Viet said that his corporation had lost revenue despite the fact that its three core services - marine transport, ports and logistics - had experienced an increased revenue of 5 per cent to $492 million in Q1.
Trade experts attributed the losses to the sharp decrease in freight rates, high fuel and interest rates, fluctuation of exchange rates and inadequacies in the mass development of vessel fleets at the same time. As a result, Vinalines' loss was inevitable, they said.
Vinalines holds 70 per cent of tonnage of the nation's vessel fleet. In 2009, the marine transport market got the lowest rates within 20 years, but Vinalines still generated a profit of VND300 billion ($14.5 million).
Of the VND660 billion in losses, Vinalines' business accounted for VND507 billion, and five businesses transferred from the Viet Nam National Shipbuilding Industry Group (Vinashin) suffered a loss of VND153 billion.
The highly anticipated joint ventures between Vinalines, Sai Gon Port and foreign partners, including newly-operational SP-PSA International Port Co Ltd and Cai Mep International Port Co Ltd (CMIT), also reported a loss of VND400 billion ($19.4 million).
SP-PSA International Port Co Ltd attributed the loss to low container service charges at the Cai Mep-Thi Vai, which were not managed effectively by authorities of the ports.
Vinalines, as well as many major carriers around the world, was victim of an investment bubble on fleet development based on a virtual index of demand and freight charges over the last five years, said Bui Quoc Anh, Deputy General Director of Vinalines.
The pressure on shipping companies was great, due to the lending interest rate of 21-22 per cent a year.
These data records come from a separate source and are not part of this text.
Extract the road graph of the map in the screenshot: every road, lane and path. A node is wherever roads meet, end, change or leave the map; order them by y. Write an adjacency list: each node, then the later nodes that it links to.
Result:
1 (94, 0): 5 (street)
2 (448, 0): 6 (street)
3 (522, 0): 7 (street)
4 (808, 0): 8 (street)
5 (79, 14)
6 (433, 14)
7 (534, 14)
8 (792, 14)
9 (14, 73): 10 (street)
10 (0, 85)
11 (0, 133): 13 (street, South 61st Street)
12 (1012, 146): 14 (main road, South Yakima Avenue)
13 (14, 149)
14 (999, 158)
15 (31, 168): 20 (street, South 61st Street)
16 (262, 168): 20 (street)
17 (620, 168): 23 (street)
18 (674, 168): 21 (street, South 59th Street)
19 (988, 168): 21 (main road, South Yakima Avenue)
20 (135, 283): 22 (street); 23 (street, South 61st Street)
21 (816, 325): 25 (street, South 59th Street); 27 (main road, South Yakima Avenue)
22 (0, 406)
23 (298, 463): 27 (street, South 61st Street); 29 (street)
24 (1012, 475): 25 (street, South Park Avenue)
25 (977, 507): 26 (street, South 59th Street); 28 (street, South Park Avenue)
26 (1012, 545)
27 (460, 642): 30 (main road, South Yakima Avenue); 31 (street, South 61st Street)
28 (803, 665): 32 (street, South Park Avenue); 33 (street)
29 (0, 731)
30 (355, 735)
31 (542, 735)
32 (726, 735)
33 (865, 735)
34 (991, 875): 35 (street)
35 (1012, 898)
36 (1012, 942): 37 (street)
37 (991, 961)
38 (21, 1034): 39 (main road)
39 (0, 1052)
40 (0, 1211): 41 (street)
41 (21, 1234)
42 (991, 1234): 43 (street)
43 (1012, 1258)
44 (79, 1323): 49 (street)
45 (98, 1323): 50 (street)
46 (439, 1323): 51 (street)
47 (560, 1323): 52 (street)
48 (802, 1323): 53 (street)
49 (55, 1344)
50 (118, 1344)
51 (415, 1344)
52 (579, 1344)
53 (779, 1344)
The interest payment is high for an investment of between VND30 to 40 billion ($1.5-1.9 million) on a 20,000DWT vessel, and did not even include the lease term of partners' vessels below the production prices, said Tran Thien, Director of the Bien Dong Marine Transport Company.
To help Vinalines resist and overcome the difficulties, Viet said the Government had allowed the company to increase its charter capital from VND8 trillion ($388 million) to VND12 trillion ($582 million) and had asked the Finance Ministry to up financial assistance from VND1 trillion to VND2 trillion ($48.5-97.1 million).
To minimise losses by late 2011, many marine transport enterprises have conducted solutions to raise their service quality and restructure their fleets.
However, these solutions depend greatly on the recovery of the local and foreign maritime transport markets. Vinalines has predicted that marine transport market in Q3 would fall sharply before recovering slightly in Q4 this year.
In such context of a dismal marine transport market, selling old vessels to restructure was very difficult. Furthermore, many businesses either did not have ships or continued suffering loss in the last 2 to 3 years thus forcing them to sell their fixed assets, Thien said.